* **Supplied material**
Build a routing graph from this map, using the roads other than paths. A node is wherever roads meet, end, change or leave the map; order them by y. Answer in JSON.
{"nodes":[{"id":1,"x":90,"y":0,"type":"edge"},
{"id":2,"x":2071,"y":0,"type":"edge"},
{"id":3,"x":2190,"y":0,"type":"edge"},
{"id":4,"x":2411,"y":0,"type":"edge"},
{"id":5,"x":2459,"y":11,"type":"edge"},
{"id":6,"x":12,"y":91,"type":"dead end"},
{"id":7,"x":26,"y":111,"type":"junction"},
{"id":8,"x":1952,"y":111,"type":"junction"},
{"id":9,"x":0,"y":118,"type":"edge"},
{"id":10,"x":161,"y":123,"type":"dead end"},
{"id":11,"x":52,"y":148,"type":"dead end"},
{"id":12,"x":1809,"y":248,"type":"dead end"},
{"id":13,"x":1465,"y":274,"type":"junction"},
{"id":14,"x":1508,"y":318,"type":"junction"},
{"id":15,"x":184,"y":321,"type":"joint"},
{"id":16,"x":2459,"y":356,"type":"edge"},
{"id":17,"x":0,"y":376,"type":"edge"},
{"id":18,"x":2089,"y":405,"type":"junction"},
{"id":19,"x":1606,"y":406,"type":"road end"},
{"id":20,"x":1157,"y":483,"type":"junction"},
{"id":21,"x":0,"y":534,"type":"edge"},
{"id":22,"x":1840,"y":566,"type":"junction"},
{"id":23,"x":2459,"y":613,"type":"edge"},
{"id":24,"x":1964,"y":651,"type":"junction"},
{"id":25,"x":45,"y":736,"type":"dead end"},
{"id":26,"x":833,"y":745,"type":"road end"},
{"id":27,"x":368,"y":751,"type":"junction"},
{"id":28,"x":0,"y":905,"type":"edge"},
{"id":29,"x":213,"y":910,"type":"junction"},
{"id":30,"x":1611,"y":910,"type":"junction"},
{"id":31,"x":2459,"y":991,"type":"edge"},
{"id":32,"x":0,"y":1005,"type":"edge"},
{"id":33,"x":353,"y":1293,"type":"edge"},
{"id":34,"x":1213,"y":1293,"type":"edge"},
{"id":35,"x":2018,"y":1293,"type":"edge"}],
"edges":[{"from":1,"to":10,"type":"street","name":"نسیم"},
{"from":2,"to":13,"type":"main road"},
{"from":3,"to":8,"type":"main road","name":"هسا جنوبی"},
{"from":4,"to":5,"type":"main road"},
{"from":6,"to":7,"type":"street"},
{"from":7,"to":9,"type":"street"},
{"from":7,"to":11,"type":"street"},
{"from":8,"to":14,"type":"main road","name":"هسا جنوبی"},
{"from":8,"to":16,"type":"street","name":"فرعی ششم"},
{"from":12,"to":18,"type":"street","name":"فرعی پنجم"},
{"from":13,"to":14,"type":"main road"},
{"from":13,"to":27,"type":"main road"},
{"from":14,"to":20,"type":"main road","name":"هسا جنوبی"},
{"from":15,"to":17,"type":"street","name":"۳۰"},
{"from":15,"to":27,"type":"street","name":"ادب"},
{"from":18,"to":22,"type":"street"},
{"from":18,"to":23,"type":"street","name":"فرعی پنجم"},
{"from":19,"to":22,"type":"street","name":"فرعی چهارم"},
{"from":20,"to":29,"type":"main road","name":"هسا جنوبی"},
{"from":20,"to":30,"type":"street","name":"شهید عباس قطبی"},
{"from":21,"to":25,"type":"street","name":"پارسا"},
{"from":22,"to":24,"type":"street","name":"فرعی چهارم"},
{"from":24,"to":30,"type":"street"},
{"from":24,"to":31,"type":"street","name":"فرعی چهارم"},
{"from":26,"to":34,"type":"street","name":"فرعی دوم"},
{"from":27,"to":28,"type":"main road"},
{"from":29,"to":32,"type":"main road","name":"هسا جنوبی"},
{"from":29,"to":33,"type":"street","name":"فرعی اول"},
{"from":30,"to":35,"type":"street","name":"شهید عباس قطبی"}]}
...
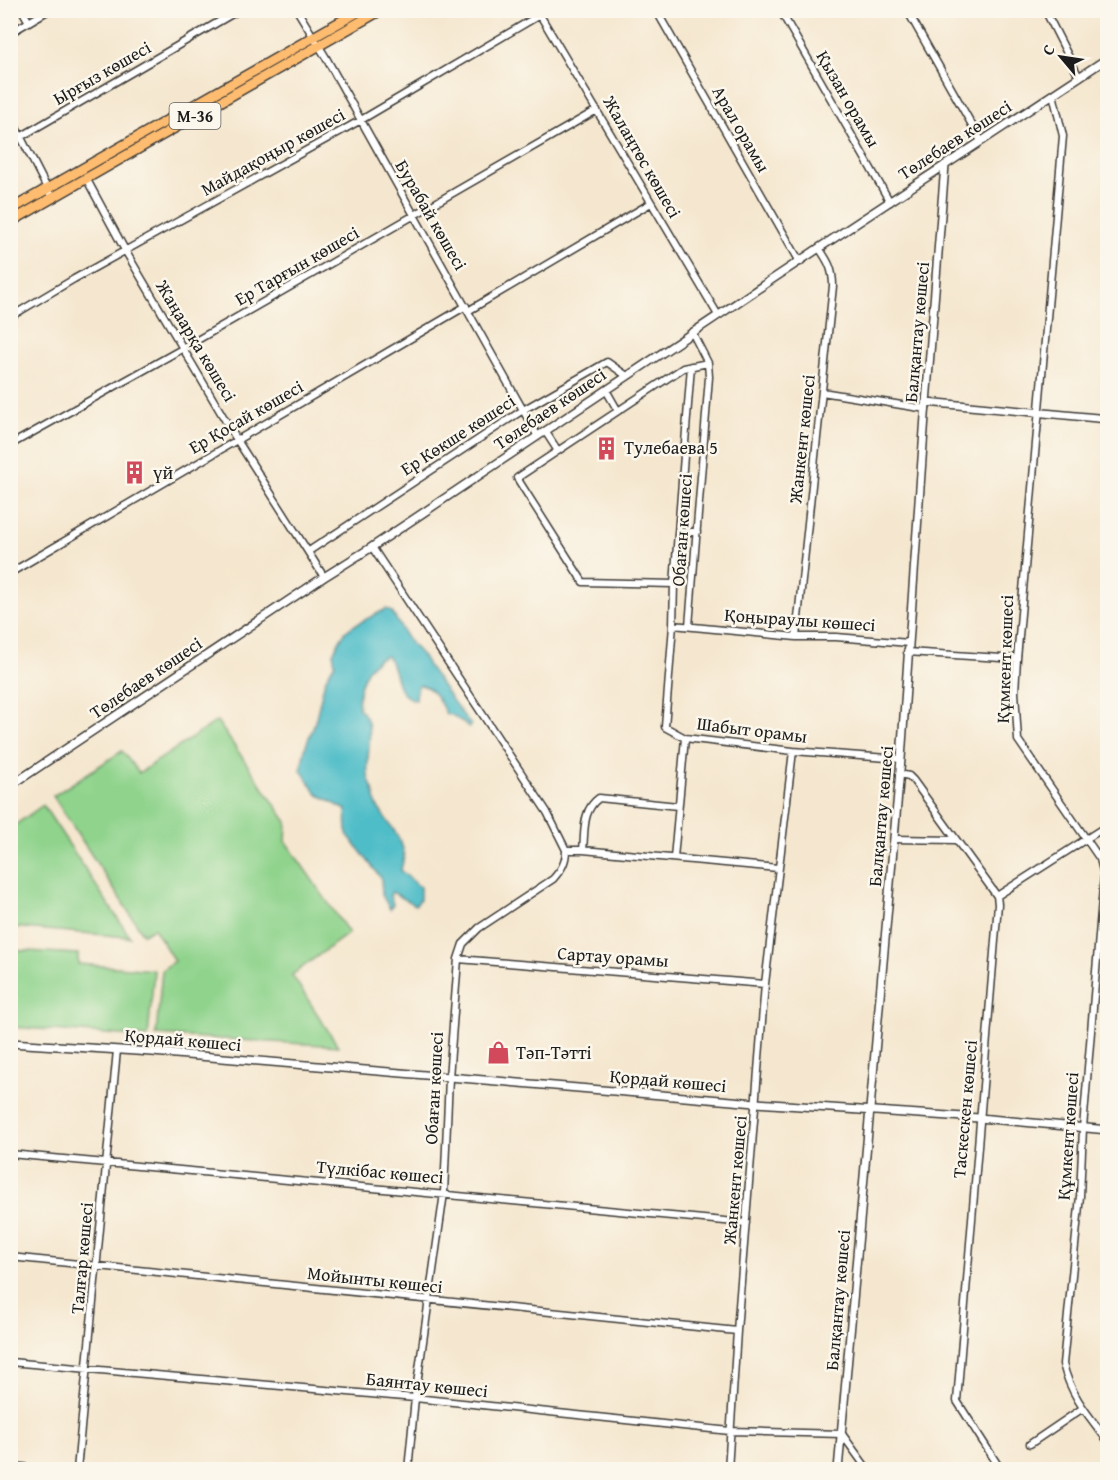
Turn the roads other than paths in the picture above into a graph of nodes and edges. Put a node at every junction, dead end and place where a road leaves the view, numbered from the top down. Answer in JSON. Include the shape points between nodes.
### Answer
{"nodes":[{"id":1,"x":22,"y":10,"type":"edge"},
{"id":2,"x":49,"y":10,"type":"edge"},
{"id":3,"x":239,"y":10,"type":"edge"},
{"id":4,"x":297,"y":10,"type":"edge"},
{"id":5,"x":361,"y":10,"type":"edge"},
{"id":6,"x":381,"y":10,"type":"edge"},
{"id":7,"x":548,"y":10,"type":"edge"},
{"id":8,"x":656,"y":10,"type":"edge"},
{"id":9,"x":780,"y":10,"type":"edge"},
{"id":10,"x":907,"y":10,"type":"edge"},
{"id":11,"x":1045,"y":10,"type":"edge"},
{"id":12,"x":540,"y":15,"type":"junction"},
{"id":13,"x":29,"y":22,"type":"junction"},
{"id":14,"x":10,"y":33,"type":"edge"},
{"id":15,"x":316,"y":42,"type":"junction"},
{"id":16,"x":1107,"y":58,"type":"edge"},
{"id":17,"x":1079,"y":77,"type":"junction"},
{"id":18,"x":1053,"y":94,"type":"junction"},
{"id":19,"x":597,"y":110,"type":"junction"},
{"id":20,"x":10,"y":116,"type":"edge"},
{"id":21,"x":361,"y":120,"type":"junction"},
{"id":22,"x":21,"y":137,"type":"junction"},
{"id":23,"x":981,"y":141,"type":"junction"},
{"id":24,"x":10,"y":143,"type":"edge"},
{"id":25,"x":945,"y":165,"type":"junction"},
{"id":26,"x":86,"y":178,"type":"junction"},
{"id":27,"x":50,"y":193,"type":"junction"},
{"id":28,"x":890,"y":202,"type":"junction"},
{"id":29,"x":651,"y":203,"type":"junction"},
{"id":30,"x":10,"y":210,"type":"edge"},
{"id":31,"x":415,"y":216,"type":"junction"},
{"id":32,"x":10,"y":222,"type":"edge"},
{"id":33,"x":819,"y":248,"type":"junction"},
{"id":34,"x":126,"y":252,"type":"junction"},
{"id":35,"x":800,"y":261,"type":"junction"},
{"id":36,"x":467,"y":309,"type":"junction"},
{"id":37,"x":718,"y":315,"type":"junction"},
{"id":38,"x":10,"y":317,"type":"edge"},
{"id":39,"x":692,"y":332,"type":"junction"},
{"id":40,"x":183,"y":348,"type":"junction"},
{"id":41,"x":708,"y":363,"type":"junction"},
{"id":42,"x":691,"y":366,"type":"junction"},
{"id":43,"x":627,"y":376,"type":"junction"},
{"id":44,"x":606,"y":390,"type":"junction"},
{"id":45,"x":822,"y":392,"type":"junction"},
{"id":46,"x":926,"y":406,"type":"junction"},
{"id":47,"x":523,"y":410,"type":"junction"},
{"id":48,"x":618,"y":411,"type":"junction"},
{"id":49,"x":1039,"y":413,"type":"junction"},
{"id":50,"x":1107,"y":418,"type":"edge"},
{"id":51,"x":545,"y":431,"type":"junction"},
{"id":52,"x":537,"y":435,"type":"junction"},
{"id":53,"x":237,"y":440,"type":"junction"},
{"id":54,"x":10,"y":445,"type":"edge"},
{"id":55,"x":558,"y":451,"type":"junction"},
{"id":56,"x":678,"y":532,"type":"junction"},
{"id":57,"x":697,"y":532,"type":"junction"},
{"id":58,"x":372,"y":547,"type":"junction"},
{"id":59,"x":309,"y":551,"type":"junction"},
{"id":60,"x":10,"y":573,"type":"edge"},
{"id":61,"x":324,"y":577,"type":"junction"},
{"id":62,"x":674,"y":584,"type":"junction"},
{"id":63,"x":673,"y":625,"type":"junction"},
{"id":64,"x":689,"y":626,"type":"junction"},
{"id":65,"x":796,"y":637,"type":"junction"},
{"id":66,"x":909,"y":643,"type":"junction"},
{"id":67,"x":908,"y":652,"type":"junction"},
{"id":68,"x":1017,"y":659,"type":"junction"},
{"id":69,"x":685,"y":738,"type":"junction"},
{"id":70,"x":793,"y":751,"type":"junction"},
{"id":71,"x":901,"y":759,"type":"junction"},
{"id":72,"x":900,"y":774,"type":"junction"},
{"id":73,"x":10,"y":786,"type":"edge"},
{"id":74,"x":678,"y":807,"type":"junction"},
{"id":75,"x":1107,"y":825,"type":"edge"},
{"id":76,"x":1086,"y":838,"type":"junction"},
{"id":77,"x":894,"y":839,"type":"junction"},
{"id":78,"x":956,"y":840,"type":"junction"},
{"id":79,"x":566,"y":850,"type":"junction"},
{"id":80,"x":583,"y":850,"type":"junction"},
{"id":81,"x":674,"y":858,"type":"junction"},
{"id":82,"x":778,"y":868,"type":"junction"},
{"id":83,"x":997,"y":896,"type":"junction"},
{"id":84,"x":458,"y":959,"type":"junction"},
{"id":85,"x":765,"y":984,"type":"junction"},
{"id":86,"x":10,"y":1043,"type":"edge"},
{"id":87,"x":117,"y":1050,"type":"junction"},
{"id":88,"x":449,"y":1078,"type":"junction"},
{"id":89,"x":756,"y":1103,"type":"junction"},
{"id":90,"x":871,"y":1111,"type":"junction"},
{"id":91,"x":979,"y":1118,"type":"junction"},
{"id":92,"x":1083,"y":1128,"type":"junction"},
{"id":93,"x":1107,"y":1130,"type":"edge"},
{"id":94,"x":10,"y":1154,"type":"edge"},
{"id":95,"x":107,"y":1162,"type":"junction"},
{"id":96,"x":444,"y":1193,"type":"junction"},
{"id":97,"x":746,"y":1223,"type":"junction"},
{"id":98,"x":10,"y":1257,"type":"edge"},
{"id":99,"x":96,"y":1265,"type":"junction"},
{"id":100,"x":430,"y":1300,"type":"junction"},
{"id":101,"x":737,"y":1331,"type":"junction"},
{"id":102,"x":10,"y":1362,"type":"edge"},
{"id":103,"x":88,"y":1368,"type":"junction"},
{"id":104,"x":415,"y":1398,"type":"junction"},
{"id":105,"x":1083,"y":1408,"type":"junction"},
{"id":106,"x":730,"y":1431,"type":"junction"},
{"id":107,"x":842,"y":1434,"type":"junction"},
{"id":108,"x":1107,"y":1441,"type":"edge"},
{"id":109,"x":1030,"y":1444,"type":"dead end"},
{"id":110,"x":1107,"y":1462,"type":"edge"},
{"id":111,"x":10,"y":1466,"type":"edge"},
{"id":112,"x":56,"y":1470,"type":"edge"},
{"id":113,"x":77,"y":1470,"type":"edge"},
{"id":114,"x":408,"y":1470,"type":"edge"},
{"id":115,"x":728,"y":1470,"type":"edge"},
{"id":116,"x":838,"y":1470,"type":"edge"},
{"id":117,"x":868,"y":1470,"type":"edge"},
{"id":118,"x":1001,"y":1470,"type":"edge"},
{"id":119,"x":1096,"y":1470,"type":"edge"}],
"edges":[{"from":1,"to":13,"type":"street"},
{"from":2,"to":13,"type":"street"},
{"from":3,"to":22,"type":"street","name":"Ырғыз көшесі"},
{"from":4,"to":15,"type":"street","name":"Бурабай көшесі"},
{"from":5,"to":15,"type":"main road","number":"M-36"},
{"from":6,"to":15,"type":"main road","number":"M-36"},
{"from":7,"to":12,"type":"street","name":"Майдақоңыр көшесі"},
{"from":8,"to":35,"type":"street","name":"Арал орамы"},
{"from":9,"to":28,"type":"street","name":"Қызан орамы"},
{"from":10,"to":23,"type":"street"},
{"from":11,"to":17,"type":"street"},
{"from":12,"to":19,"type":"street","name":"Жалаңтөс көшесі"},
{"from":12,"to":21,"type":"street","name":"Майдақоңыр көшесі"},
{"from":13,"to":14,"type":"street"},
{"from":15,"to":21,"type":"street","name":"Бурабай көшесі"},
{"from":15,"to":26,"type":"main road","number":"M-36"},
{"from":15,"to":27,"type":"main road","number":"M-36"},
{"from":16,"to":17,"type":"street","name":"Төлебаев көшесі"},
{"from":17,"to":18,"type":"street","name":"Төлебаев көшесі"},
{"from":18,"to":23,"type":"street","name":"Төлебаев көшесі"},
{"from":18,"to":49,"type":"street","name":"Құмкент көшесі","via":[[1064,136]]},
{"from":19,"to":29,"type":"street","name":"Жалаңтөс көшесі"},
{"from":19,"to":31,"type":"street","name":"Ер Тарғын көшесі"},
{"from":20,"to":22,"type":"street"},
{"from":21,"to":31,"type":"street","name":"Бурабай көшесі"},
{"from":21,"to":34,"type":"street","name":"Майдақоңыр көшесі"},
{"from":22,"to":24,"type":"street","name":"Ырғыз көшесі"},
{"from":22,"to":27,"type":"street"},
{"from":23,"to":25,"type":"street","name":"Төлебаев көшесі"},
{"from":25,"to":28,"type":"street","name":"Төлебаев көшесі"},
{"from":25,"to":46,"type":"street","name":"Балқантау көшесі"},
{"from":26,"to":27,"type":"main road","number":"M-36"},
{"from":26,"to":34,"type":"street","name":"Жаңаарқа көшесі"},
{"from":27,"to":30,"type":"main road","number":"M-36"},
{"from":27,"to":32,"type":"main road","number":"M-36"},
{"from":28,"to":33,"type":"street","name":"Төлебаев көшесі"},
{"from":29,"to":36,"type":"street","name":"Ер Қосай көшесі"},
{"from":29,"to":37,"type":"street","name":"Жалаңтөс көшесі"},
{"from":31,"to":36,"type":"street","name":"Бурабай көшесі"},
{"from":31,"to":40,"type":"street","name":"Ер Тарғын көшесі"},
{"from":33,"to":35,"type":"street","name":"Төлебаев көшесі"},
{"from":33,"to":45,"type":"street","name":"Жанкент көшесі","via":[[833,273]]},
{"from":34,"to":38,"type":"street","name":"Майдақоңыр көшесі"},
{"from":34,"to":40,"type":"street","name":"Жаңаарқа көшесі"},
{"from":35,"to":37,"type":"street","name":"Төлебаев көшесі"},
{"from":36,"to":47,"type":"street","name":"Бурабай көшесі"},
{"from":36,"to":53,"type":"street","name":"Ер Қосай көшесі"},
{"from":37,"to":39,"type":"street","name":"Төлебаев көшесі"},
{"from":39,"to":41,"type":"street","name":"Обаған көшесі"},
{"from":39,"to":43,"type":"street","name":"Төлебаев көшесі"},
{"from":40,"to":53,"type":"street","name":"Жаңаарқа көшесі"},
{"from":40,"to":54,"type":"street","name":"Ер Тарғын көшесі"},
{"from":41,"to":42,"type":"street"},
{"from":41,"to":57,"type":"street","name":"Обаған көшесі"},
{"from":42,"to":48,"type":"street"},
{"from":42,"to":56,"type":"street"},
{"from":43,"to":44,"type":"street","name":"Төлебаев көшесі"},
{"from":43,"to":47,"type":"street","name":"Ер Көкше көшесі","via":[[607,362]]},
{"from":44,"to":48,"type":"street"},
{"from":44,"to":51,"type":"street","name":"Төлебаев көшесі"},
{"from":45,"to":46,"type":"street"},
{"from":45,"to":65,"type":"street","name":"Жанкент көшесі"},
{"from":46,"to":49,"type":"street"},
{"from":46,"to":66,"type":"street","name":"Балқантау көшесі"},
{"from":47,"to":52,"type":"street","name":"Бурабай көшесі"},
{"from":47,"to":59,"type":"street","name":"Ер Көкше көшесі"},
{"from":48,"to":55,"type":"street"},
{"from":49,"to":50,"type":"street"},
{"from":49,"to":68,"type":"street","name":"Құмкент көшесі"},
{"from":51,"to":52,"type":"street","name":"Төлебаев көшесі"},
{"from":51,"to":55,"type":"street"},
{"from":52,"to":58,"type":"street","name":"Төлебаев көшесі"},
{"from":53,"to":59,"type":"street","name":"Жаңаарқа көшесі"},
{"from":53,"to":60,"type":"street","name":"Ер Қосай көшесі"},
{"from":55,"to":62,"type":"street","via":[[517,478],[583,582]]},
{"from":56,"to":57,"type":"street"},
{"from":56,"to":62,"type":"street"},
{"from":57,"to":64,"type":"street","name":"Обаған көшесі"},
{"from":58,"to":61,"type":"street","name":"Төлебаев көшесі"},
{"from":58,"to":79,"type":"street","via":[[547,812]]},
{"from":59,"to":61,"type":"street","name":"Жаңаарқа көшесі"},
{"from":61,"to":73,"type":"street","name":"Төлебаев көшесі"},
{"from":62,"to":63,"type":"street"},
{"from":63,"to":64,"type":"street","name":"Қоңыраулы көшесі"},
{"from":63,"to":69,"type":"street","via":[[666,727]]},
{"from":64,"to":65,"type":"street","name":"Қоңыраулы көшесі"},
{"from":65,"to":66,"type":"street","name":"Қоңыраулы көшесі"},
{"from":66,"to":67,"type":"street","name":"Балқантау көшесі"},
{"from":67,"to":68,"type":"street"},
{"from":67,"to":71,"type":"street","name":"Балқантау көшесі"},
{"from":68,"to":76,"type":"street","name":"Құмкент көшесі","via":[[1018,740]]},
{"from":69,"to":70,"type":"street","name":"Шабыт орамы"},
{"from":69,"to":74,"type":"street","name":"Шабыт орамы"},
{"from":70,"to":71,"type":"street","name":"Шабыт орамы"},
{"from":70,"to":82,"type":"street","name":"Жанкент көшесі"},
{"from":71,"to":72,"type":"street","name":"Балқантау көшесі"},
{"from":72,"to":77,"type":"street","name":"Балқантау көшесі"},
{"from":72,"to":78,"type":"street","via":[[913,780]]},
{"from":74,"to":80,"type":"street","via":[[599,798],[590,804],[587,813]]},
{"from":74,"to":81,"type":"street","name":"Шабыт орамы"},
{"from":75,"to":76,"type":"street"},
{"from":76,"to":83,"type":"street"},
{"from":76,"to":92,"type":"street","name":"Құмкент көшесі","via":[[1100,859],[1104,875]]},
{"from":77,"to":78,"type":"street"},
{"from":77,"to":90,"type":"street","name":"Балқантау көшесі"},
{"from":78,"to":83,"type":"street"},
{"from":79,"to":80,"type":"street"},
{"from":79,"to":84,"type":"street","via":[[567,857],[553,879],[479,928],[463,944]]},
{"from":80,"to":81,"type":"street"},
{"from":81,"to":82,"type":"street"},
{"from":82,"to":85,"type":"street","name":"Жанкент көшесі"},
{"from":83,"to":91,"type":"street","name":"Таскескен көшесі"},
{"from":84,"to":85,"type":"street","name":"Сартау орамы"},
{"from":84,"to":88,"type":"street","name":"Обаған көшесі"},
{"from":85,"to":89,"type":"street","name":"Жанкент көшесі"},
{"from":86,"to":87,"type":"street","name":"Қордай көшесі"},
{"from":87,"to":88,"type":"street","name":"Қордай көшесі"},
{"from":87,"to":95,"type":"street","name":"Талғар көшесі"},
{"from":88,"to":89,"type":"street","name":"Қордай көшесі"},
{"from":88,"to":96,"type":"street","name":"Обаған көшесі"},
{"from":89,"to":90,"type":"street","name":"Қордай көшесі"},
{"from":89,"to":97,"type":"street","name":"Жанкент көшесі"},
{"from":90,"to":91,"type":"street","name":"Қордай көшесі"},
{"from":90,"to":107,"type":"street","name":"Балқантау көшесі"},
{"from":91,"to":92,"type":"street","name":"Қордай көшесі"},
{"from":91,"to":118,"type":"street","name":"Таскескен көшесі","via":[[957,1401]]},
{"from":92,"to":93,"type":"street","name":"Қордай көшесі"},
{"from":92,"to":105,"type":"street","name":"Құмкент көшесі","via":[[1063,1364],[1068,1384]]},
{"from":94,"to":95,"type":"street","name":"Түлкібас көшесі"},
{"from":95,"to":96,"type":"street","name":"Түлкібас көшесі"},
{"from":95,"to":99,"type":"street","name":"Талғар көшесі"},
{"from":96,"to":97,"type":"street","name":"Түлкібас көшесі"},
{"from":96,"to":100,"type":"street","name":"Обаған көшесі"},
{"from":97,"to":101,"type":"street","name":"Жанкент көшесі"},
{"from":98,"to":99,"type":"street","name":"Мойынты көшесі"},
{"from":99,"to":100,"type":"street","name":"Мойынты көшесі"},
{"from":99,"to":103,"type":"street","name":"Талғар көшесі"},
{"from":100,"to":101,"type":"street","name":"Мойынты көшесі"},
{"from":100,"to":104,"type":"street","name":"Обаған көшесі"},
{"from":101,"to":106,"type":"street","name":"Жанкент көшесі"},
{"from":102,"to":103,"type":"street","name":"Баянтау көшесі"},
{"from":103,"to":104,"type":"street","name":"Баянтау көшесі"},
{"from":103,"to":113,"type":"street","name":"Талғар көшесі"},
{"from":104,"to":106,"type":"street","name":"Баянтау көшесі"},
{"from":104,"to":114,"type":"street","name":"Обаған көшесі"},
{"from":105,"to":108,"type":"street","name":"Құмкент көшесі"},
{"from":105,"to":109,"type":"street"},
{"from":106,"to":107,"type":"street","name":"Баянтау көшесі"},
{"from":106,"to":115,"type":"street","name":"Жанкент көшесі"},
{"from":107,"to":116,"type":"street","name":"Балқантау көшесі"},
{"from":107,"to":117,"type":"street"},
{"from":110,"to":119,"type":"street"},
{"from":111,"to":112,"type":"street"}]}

* **Your objective**
Search the records line by line for the word "Көкше" and copy every line where it appears.

* **Response to this exercise**
{"from":43,"to":47,"type":"street","name":"Ер Көкше көшесі","via":[[607,362]]},
{"from":47,"to":59,"type":"street","name":"Ер Көкше көшесі"},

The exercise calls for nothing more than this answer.